Nowadays, solid-state electronic spins in diamond have garnered increasing relevance in sensing. In particular, a negatively charged nitrogen-vacancy (NV) color center in diamond has demonstrated competitive sensing sensitivity in ambient room temperature environments and employed in various applications benefiting from its long spin coherence times at room temperature and the optical initialization and readout of NV spin states by precisely and optically detected magnetic resonance (ODMR). For magnetic fields and temperature sensing, techniques based on NV color centers have been shown outstanding sensitivity and spatial resolution and developed for biology, current wires, paramagnetic molecules and so on.
In addition, measuring not only the value of the field intensity but also the full intensity image of the sample is particularly valuable. The technique combined ODMR and imaging can not only support a combination of superior spatial resolution, sensing sensitivity, and wide field of view but also the ability to produce a full-field image of the sample. Also, the imaging technique using spins in diamond does not need prolonged data acquisition as MFM and can be performed at room temperature compared with electron and x-ray microscopy, SQUID, and so on. These advantages make it a powerful imaging tool for magnetic field and temperature detection especially in the situation that wide-field, high-spatial resolution and real-time are needed.
Enhancing the quantum sensing capabilities of diamond
In order to produce optimal magnetic detectors, the density of these defects should be increased without increasing environmental noise and damaging the diamond properties. Researchers have discovered that dense ensembles of quantum spins can be created in diamond with high resolution using an electron microscopes, paving the way for enhanced sensors and resources for quantum technologies. Scientists from the research group of Nir Bar-Gill at the Hebrew University of Jerusalem’s Racah Institute of Physics and Department of Applied Physics, in cooperation with Prof. Eyal Buks of the Technion – Israel Institute of Technology, have shown that ultra-high densities of NV centers can be obtained by a simple process of using electron beams to kick carbon atoms out of the lattice.
This work, published in the scientific journal Applied Physics Letters, is a continuation of previous work in the field, and demonstrates an improvement in the densities of NV centers in a variety of diamond types. The irradiation is performed using an electron beam microscope (Transmission Electron Microscope or TEM), which has been specifically converted for this purpose.

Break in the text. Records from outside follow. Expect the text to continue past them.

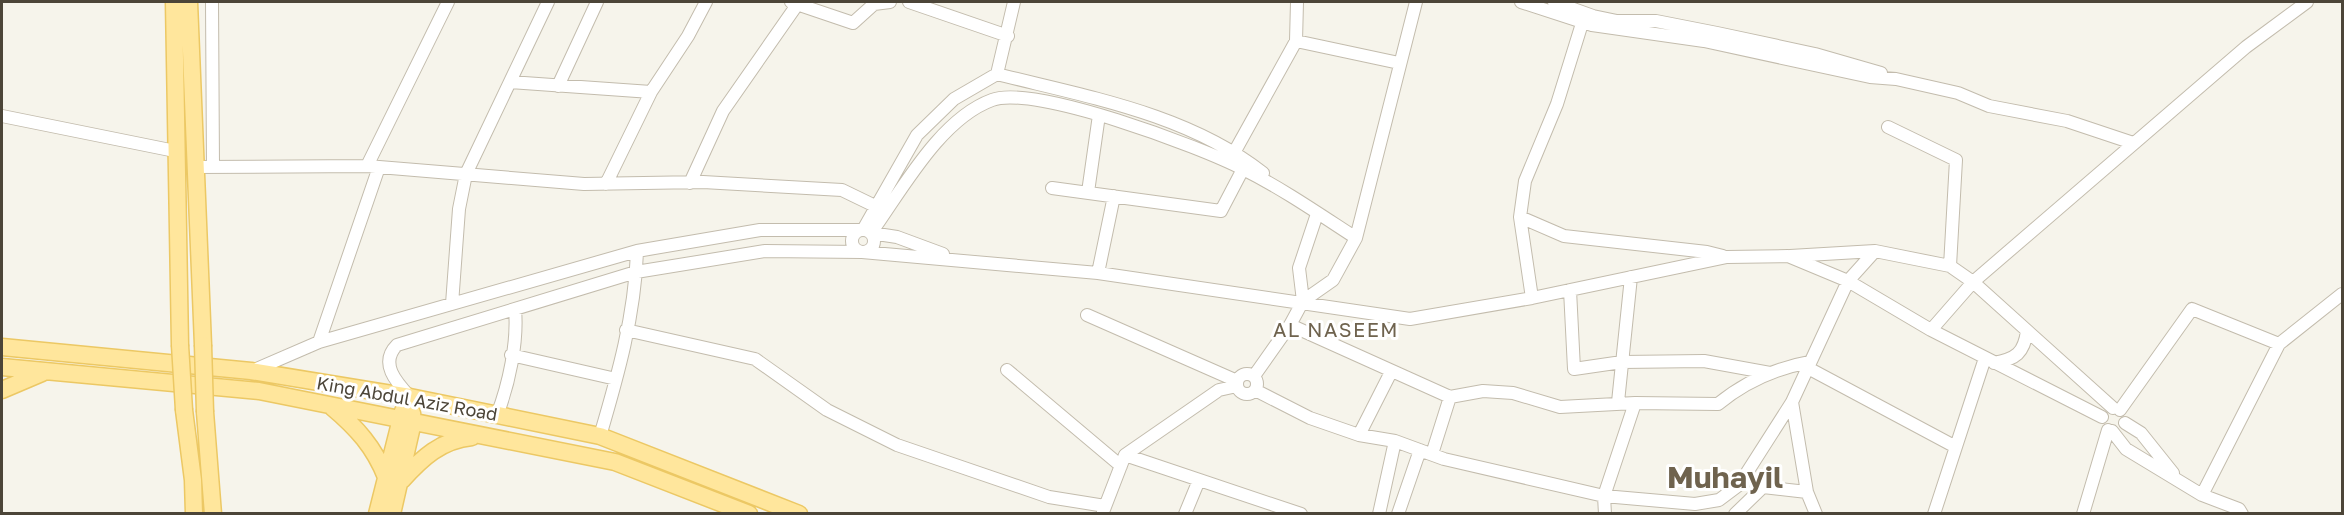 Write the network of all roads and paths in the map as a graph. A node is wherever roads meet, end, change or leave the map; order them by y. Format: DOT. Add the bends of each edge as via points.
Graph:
graph roads {
  1 [pos="174,2"];
  2 [pos="189,2"];
  3 [pos="212,2"];
  4 [pos="448,2"];
  5 [pos="548,2"];
  6 [pos="597,2"];
  7 [pos="706,2"];
  8 [pos="796,2"];
  9 [pos="890,2"];
  10 [pos="909,2"];
  11 [pos="1014,2"];
  12 [pos="1297,2"];
  13 [pos="1416,2"];
  14 [pos="1521,2"];
  15 [pos="1554,2"];
  16 [pos="2307,2"];
  17 [pos="1584,17"];
  18 [pos="1008,36"];
  19 [pos="1296,41"];
  20 [pos="1399,63"];
  21 [pos="997,74"];
  22 [pos="510,82"];
  23 [pos="558,86"];
  24 [pos="651,92"];
  25 [pos="994,99"];
  26 [pos="2,116"];
  27 [pos="1100,116"];
  28 [pos="1888,127"];
  29 [pos="2133,143"];
  30 [pos="175,151"];
  31 [pos="1235,151"];
  32 [pos="194,167"];
  33 [pos="213,167"];
  34 [pos="373,167"];
  35 [pos="1243,169"];
  36 [pos="466,174"];
  37 [pos="690,183"];
  38 [pos="606,184"];
  39 [pos="1052,188"];
  40 [pos="1088,192"];
  41 [pos="1289,194"];
  42 [pos="1114,196"];
  43 [pos="875,206"];
  44 [pos="1317,214"];
  45 [pos="1520,217"];
  46 [pos="867,231"];
  47 [pos="1356,238"];
  48 [pos="637,251"];
  49 [pos="1875,251"];
  50 [pos="862,252"];
  51 [pos="1788,256"];
  52 [pos="1727,257"];
  53 [pos="958,259"];
  54 [pos="1950,266"];
  55 [pos="636,272"];
  56 [pos="1098,273"];
  57 [pos="1631,277"];
  58 [pos="1848,281"];
  59 [pos="1973,282"];
  60 [pos="1570,290"];
  61 [pos="2343,294"];
  62 [pos="1532,298"];
  63 [pos="1303,301"];
  64 [pos="452,304"];
  65 [pos="515,309"];
  66 [pos="1088,315"];
  67 [pos="1290,326"];
  68 [pos="627,330"];
  69 [pos="1931,330"];
  70 [pos="2027,331"];
  71 [pos="319,342"];
  72 [pos="2279,344"];
  73 [pos="2,346"];
  74 [pos="511,356"];
  75 [pos="1989,361"];
  76 [pos="1622,362"];
  77 [pos="1809,365"];
  78 [pos="2,367"];
  79 [pos="1007,370"];
  80 [pos="49,371"];
  81 [pos="251,371"];
  82 [pos="1391,372"];
  83 [pos="1770,373"];
  84 [pos="1254,376"];
  85 [pos="616,379"];
  86 [pos="1237,383"];
  87 [pos="2,390"];
  88 [pos="1255,390"];
  89 [pos="410,397"];
  90 [pos="1450,398"];
  91 [pos="1618,402"];
  92 [pos="1792,402"];
  93 [pos="1635,403"];
  94 [pos="329,405"];
  95 [pos="2117,409"];
  96 [pos="497,415"];
  97 [pos="2102,417"];
  98 [pos="406,420"];
  99 [pos="2125,423"];
  100 [pos="2110,431"];
  101 [pos="1359,435"];
  102 [pos="483,436"];
  103 [pos="600,436"];
  104 [pos="1395,441"];
  105 [pos="1954,446"];
  106 [pos="1426,452"];
  107 [pos="1123,460"];
  108 [pos="2178,478"];
  109 [pos="193,480"];
  110 [pos="392,480"];
  111 [pos="1199,480"];
  112 [pos="1807,492"];
  113 [pos="2202,495"];
  114 [pos="1604,496"];
  115 [pos="1695,509"];
  116 [pos="1104,510"];
  117 [pos="214,512"];
  118 [pos="184,513"];
  119 [pos="194,513"];
  120 [pos="377,513"];
  121 [pos="392,513"];
  122 [pos="749,513"];
  123 [pos="799,513"];
  124 [pos="1185,513"];
  125 [pos="1301,513"];
  126 [pos="1378,513"];
  127 [pos="1398,513"];
  128 [pos="1605,513"];
  129 [pos="1735,513"];
  130 [pos="1816,513"];
  131 [pos="1934,513"];
  132 [pos="2083,513"];
  133 [pos="2242,513"];
  1 -- 30 [label="main road"];
  2 -- 32 [label="main road"];
  3 -- 33 [label="street"];
  4 -- 34 [label="street"];
  5 -- 22 [label="street"];
  6 -- 23 [label="street"];
  7 -- 24 [label="street"];
  8 -- 9 [label="street" via="853,23 874,4"];
  8 -- 37 [label="street" via="723,111"];
  10 -- 18 [label="street"];
  11 -- 18 [label="street"];
  12 -- 19 [label="street"];
  13 -- 20 [label="street"];
  14 -- 17 [label="street"];
  15 -- 17 [label="street"];
  16 -- 29 [label="street" via="2246,47"];
  17 -- 29 [label="street" via="1958,93 1989,106 2067,121"];
  17 -- 45 [label="street" via="1557,104 1525,181"];
  18 -- 21 [label="street"];
  19 -- 20 [label="street"];
  19 -- 31 [label="street"];
  20 -- 47 [label="street"];
  21 -- 25 [label="street"];
  21 -- 31 [label="street" via="1104,101 1202,133"];
  21 -- 43 [label="street" via="954,99 916,135"];
  22 -- 23 [label="street"];
  22 -- 36 [label="street"];
  23 -- 24 [label="street"];
  24 -- 38 [label="street"];
  25 -- 27 [label="street" via="1042,100"];
  25 -- 46 [label="street" via="974,109 938,139"];
  26 -- 30 [label="street"];
  27 -- 35 [label="street" via="1201,149"];
  27 -- 40 [label="street"];
  28 -- 54 [label="street" via="1956,160"];
  29 -- 59 [label="street"];
  30 -- 109 [label="main road, bridge" via="180,345"];
  31 -- 41 [label="street"];
  32 -- 33 [label="street"];
  32 -- 117 [label="main road, bridge" via="205,412"];
  33 -- 34 [label="street"];
  34 -- 36 [label="street"];
  34 -- 71 [label="street"];
  35 -- 41 [label="street"];
  35 -- 42 [label="street" via="1221,211"];
  36 -- 38 [label="street"];
  36 -- 64 [label="street" via="459,209"];
  37 -- 38 [label="street"];
  37 -- 43 [label="street" via="842,190"];
  39 -- 40 [label="street"];
  40 -- 42 [label="street"];
  41 -- 44 [label="street"];
  42 -- 56 [label="street"];
  43 -- 46 [label="street"];
  44 -- 47 [label="street"];
  44 -- 63 [label="street" via="1299,268"];
  45 -- 52 [label="street" via="1564,236"];
  45 -- 62 [label="street"];
  46 -- 48 [label="street" via="760,230"];
  46 -- 50 [label="street" via="874,243"];
  46 -- 50 [label="street" via="856,232 852,241"];
  46 -- 53 [label="street" via="897,237"];
  47 -- 63 [label="street" via="1333,280"];
  48 -- 55 [label="street"];
  48 -- 64 [label="street"];
  49 -- 51 [label="street"];
  49 -- 54 [label="street"];
  49 -- 58 [label="street"];
  50 -- 53 [label="street"];
  50 -- 55 [label="street" via="765,251"];
  51 -- 52 [label="street"];
  51 -- 58 [label="street"];
  52 -- 57 [label="street"];
  53 -- 56 [label="street"];
  54 -- 59 [label="street"];
  55 -- 65 [label="street"];
  55 -- 68 [label="street"];
  56 -- 63 [label="street"];
  57 -- 60 [label="street"];
  57 -- 76 [label="street"];
  58 -- 69 [label="street"];
  58 -- 77 [label="street"];
  59 -- 69 [label="street"];
  59 -- 70 [label="street"];
  60 -- 62 [label="street"];
  60 -- 76 [label="street" via="1574,369"];
  61 -- 72 [label="street"];
  62 -- 63 [label="street" via="1410,319"];
  63 -- 67 [label="street"];
  64 -- 71 [label="street"];
  65 -- 74 [label="street" via="517,330"];
  65 -- 89 [label="street" via="397,345 390,352 388,363 396,382"];
  66 -- 86 [label="street"];
  67 -- 82 [label="street"];
  67 -- 84 [label="street"];
  68 -- 85 [label="street"];
  68 -- 116 [label="street" via="755,359 827,410 897,445 1048,497"];
  69 -- 75 [label="street"];
  70 -- 75 [label="street" via="2015,358"];
  70 -- 95 [label="street"];
  71 -- 81 [label="street"];
  72 -- 95 [label="street" via="2192,309"];
  72 -- 113 [label="street"];
  73 -- 81 [label="main road, King Abdul Aziz Road"];
  74 -- 85 [label="street"];
  74 -- 96 [label="street" via="506,391"];
  75 -- 97 [label="street"];
  75 -- 105 [label="street"];
  76 -- 83 [label="street" via="1704,361"];
  76 -- 91 [label="street"];
  77 -- 83 [label="street" via="1785,366"];
  77 -- 92 [label="street"];
  77 -- 105 [label="street"];
  78 -- 80 [label="main road, King Abdul Aziz Road"];
  79 -- 107 [label="street"];
  80 -- 87 [label="main road"];
  80 -- 94 [label="main road, King Abdul Aziz Road" via="259,391"];
  81 -- 89 [label="main road, King Abdul Aziz Road"];
  82 -- 90 [label="street"];
  82 -- 101 [label="street"];
  83 -- 93 [label="street" via="1736,389 1718,404"];
  84 -- 86 [label="street" via="1243,374"];
  84 -- 88 [label="street"];
  85 -- 103 [label="street"];
  86 -- 88 [label="street" via="1245,394"];
  86 -- 107 [label="street" via="1219,390"];
  88 -- 101 [label="street" via="1310,418"];
  89 -- 96 [label="main road, King Abdul Aziz Road"];
  89 -- 98 [label="main road"];
  90 -- 91 [label="street" via="1483,391 1514,393 1560,407"];
  90 -- 106 [label="street"];
  91 -- 93 [label="street"];
  92 -- 112 [label="street"];
  92 -- 115 [label="street" via="1739,485 1719,500"];
  93 -- 114 [label="street"];
  94 -- 98 [label="main road, King Abdul Aziz Road"];
  94 -- 110 [label="main road" via="362,434"];
  95 -- 97 [label="street" via="2106,411"];
  95 -- 99 [label="street" via="2125,415"];
  96 -- 103 [label="main road, King Abdul Aziz Road"];
  97 -- 100 [label="street"];
  98 -- 102 [label="main road, King Abdul Aziz Road"];
  98 -- 110 [label="main road"];
  99 -- 100 [label="street" via="2119,430"];
  99 -- 108 [label="street" via="2141,433"];
  100 -- 108 [label="street" via="2126,449"];
  100 -- 132 [label="street"];
  101 -- 104 [label="street"];
  102 -- 110 [label="main road" via="442,444"];
  102 -- 122 [label="main road, King Abdul Aziz Road" via="615,462"];
  103 -- 123 [label="main road, King Abdul Aziz Road"];
  104 -- 106 [label="street"];
  104 -- 126 [label="street"];
  105 -- 131 [label="street"];
  106 -- 114 [label="street"];
  106 -- 127 [label="street"];
  107 -- 111 [label="street"];
  107 -- 116 [label="street"];
  108 -- 113 [label="street"];
  109 -- 118 [label="main road"];
  109 -- 119 [label="main road"];
  110 -- 120 [label="main road"];
  110 -- 121 [label="main road"];
  111 -- 124 [label="street"];
  111 -- 125 [label="street"];
  112 -- 129 [label="street" via="1763,487"];
  112 -- 130 [label="street"];
  113 -- 133 [label="street"];
  114 -- 115 [label="street"];
  114 -- 128 [label="street"];
}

The availability of this device in nanotechnology centers in many universities in Israel and around the world enables this process with high spatial accuracy, quickly and simply.
The enhanced densities of the NV color centers obtained, while maintaining their unique quantum properties, foreshadow future improvements in the sensitivity of diamond magnetic measurements, as well as promising directions in the study of solid state physics and quantum information theory. “This work is an important stepping stone toward utilizing NV centers in diamond as resources for quantum technologies, such as enhanced sensing, quantum simulation and potentially quantum information processing”, said Bar-Gill, an Assistant Professor in the Dept. of Applied Physics and Racah Institute of Physics at the Hebrew University, where he founded the Quantum Information, Simulation and Sensing lab. “What is special about our approach is that it’s very simple and straightforward,” said Hebrew University researcher Dima Farfurnik. “You get sufficiently high NV concentrations that are appropriate for many applications with a simple procedure that can be done in-house.”